Cognitive stimulation for dementia: A systematic review of the evidence of effectiveness from randomised controlled trials

Cognitive stimulation is a psychological intervention widely used in dementia care, which offers a range of activities for people with dementia and provides general stimulation of cognitive abilities. This systematic review evaluates the effectiveness of cognitive stimulation in dementia. The review included studies from the Specialized Register of the Cochrane Dementia and Cognitive Improvement Group, called ALOIS. This yielded ninety-four studies, of which fifteen were randomised controlled trials meeting the inclusion criteria. The analysis included 718 subjects (407 receiving cognitive stimulation and 311 in control groups).

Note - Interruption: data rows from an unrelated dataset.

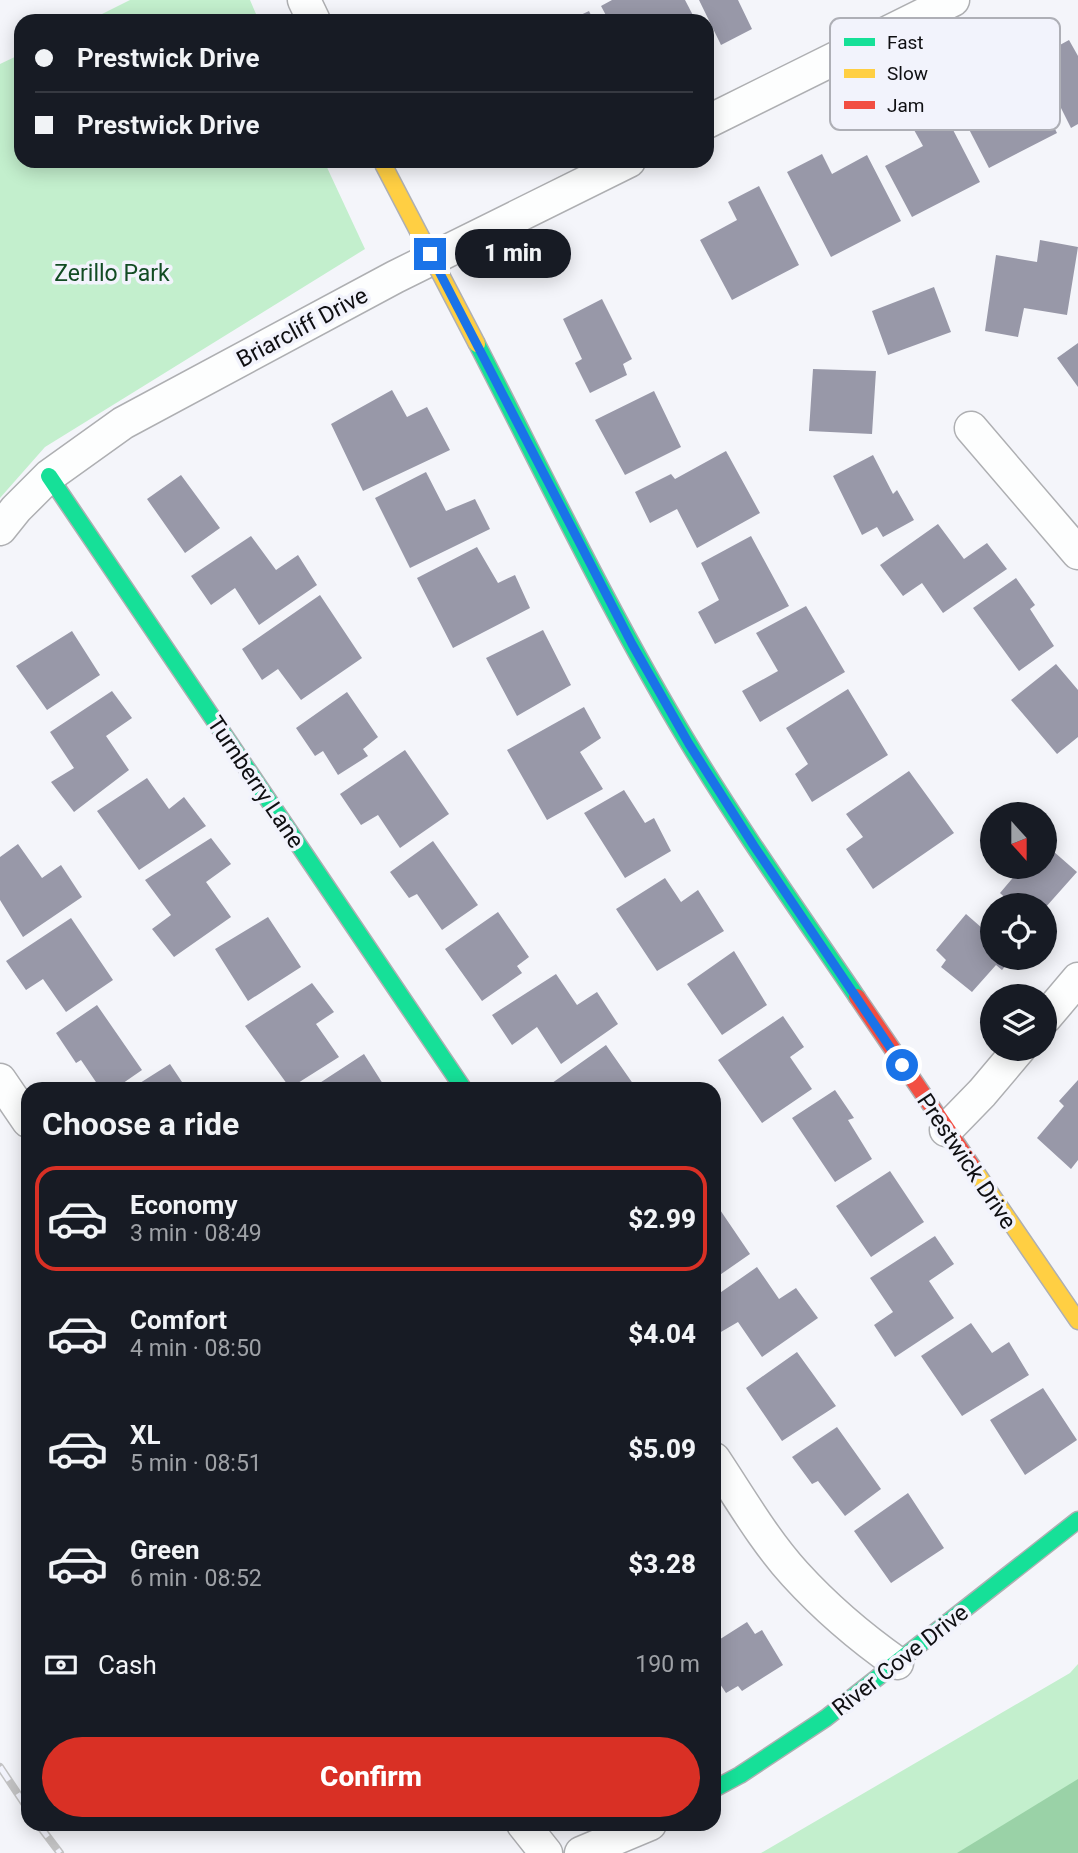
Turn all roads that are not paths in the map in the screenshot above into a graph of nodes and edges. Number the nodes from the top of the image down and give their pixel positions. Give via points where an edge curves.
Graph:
1 (953, 0) edge
2 (917, 18) edge
3 (830, 61) edge
4 (714, 119) edge
5 (385, 168) edge
6 (615, 168) edge
7 (971, 428) dead end
8 (49, 476) junction
9 (0, 529) edge
10 (1078, 553) edge
11 (1078, 979) edge
12 (1057, 1004) edge
13 (1009, 1061) edge
14 (0, 1080) edge
15 (459, 1082) edge
16 (21, 1111) edge
17 (946, 1130) junction
18 (1078, 1321) edge
19 (721, 1470) edge
20 (1078, 1520) edge
21 (897, 1663) junction
22 (721, 1785) edge
23 (529, 1831) edge
24 (633, 1831) edge
25 (546, 1853) edge
26 (581, 1853) edge

1 - 2 street
3 - 4 street
5 - 17 street, Prestwick Drive, bridge via 632,644 689,744
6 - 8 street, Briarcliff Drive via 395,277 123,423
7 - 10 street
8 - 9 street, Briarcliff Drive
8 - 15 street, Turnberry Lane
11 - 12 street
13 - 17 street
14 - 16 street
17 - 18 street, Prestwick Drive
19 - 21 street via 794,1573 866,1642
20 - 21 street, River Cove Drive
21 - 22 street, River Cove Drive via 826,1718
23 - 25 street
24 - 26 street

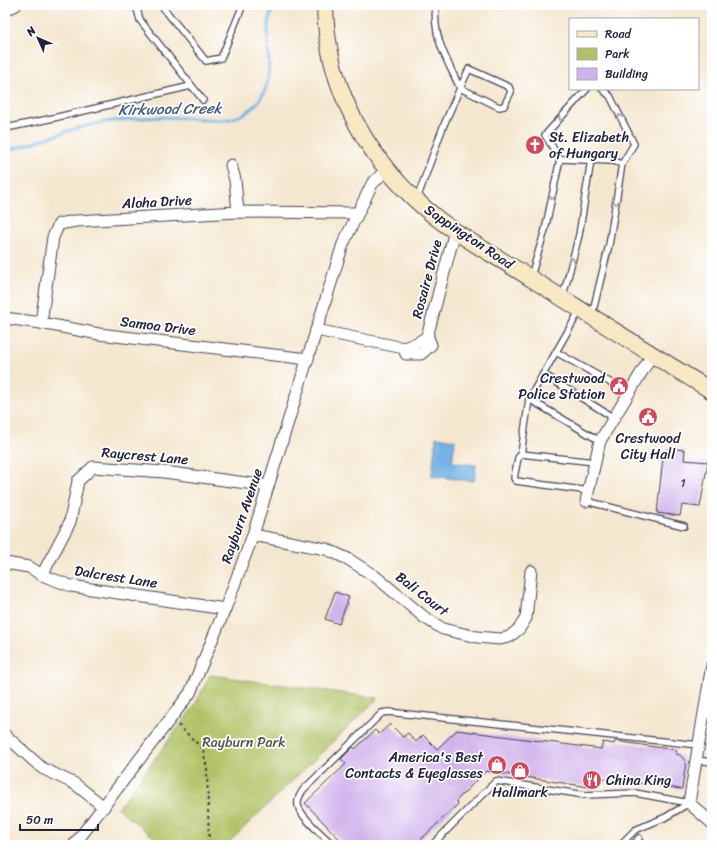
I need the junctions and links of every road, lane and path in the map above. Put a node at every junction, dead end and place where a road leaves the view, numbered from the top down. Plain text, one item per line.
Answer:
1 (16, 5) edge
2 (136, 5) edge
3 (161, 5) edge
4 (243, 5) edge
5 (325, 5) edge
6 (436, 5) edge
7 (5, 10) edge
8 (191, 86) junction
9 (460, 88) junction
10 (586, 90) edge
11 (603, 90) edge
12 (202, 100) dead end
13 (5, 124) edge
14 (560, 159) junction
15 (591, 160) junction
16 (622, 164) junction
17 (231, 165) dead end
18 (386, 170) junction
19 (416, 201) junction
20 (238, 212) junction
21 (357, 213) junction
22 (455, 231) junction
23 (531, 278) junction
24 (562, 298) junction
25 (586, 313) junction
26 (5, 318) edge
27 (40, 323) junction
28 (316, 330) junction
29 (556, 352) junction
30 (652, 355) junction
31 (308, 359) junction
32 (544, 374) junction
33 (712, 391) edge
34 (629, 393) junction
35 (529, 399) junction
36 (614, 418) junction
37 (600, 441) junction
38 (521, 454) junction
39 (595, 462) junction
40 (268, 486) junction
41 (587, 496) junction
42 (684, 526) dead end
43 (253, 535) junction
44 (5, 563) edge
45 (531, 571) dead end
46 (42, 575) junction
47 (225, 609) junction
48 (711, 672) edge
49 (170, 720) junction
50 (5, 735) edge
51 (699, 746) junction
52 (696, 760) junction
53 (712, 762) edge
54 (689, 803) junction
55 (104, 807) junction
56 (712, 823) edge
57 (640, 838) dead end
58 (74, 845) edge
59 (210, 845) edge
60 (333, 845) edge
61 (432, 845) edge
62 (620, 845) edge
63 (633, 845) edge

1 - 7 street
2 - 8 lane
3 - 4 lane
5 - 18 main road, Sappington Road
6 - 9 lane
8 - 12 lane
8 - 13 lane
9 - 9 lane
9 - 19 lane
10 -> 14 lane
16 -> 11 lane
14 - 15 lane
14 -> 23 lane
15 - 16 lane
24 -> 15 lane
16 -> 25 lane
17 - 20 street
18 - 19 main road, Sappington Road
18 - 21 street, Rayburn Avenue
19 - 22 main road, Sappington Road
20 - 21 street, Aloha Drive
20 - 27 street, Aloha Drive
21 - 28 street, Rayburn Avenue
22 - 23 main road, Sappington Road
22 - 28 street, Rosaire Drive
23 - 24 main road, Sappington Road
24 - 25 main road, Sappington Road
25 - 29 lane
25 - 30 main road, Sappington Road
26 - 27 street, Samoa Drive
27 - 31 street, Samoa Drive
28 - 31 street, Rayburn Avenue
29 - 32 lane
29 - 34 lane
30 - 33 main road, Sappington Road
30 - 34 street
31 - 40 street, Rayburn Avenue
32 - 35 lane
32 - 36 lane
34 - 36 street
35 - 37 lane
35 - 38 lane
36 - 37 street
37 - 39 street
38 - 39 lane
38 - 41 lane
39 - 41 street
40 - 43 street, Rayburn Avenue
40 - 46 street, Raycrest Lane
41 - 42 lane
43 - 45 street, Bali Court
43 - 47 street, Rayburn Avenue
44 - 46 street, Dalcrest Lane
46 - 47 street, Dalcrest Lane
47 - 49 street, Rayburn Avenue
48 - 51 street
49 - 55 street, Rayburn Avenue
49 - 59 path
50 - 55 street
51 - 52 street
51 - 60 lane
52 - 53 lane
52 - 54 street
54 - 56 street
54 - 61 lane
54 - 62 lane
55 - 58 street, Rayburn Avenue
57 - 63 lane

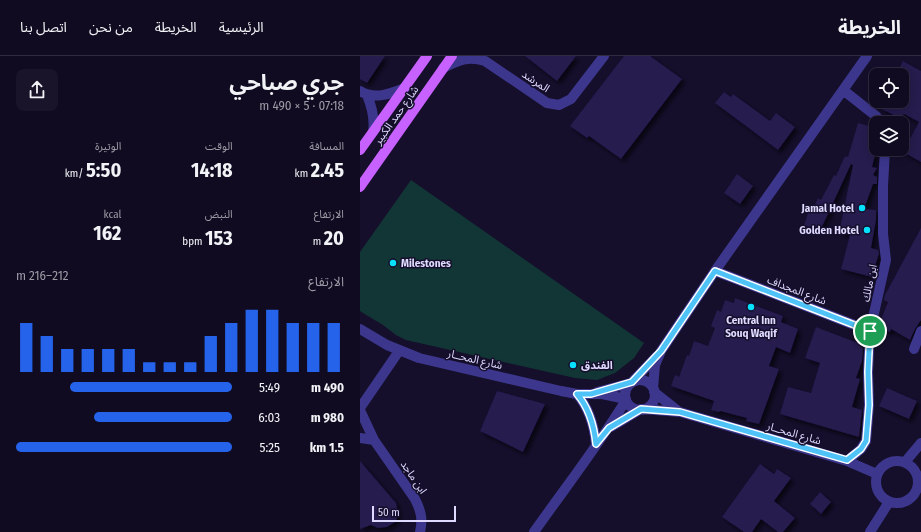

Results were subjected to a meta-analysis. A consistent significant benefit to cognitive function was identified following treatment and the benefits appeared to be over and above any medication effects. This remained evident at follow-up up to three months after the end of treatment. In secondary analyses, with smaller total sample sizes, significant benefits were also noted for quality of life and well-being, and on staff ratings of communication and social interaction. No differences in relation to mood, activities of daily living or challenging behaviour were noted. There is consistent evidence that cognitive stimulation interventions benefit cognitive function and aspects of well-being. Cognitive stimulation should be made more widely available in dementia care.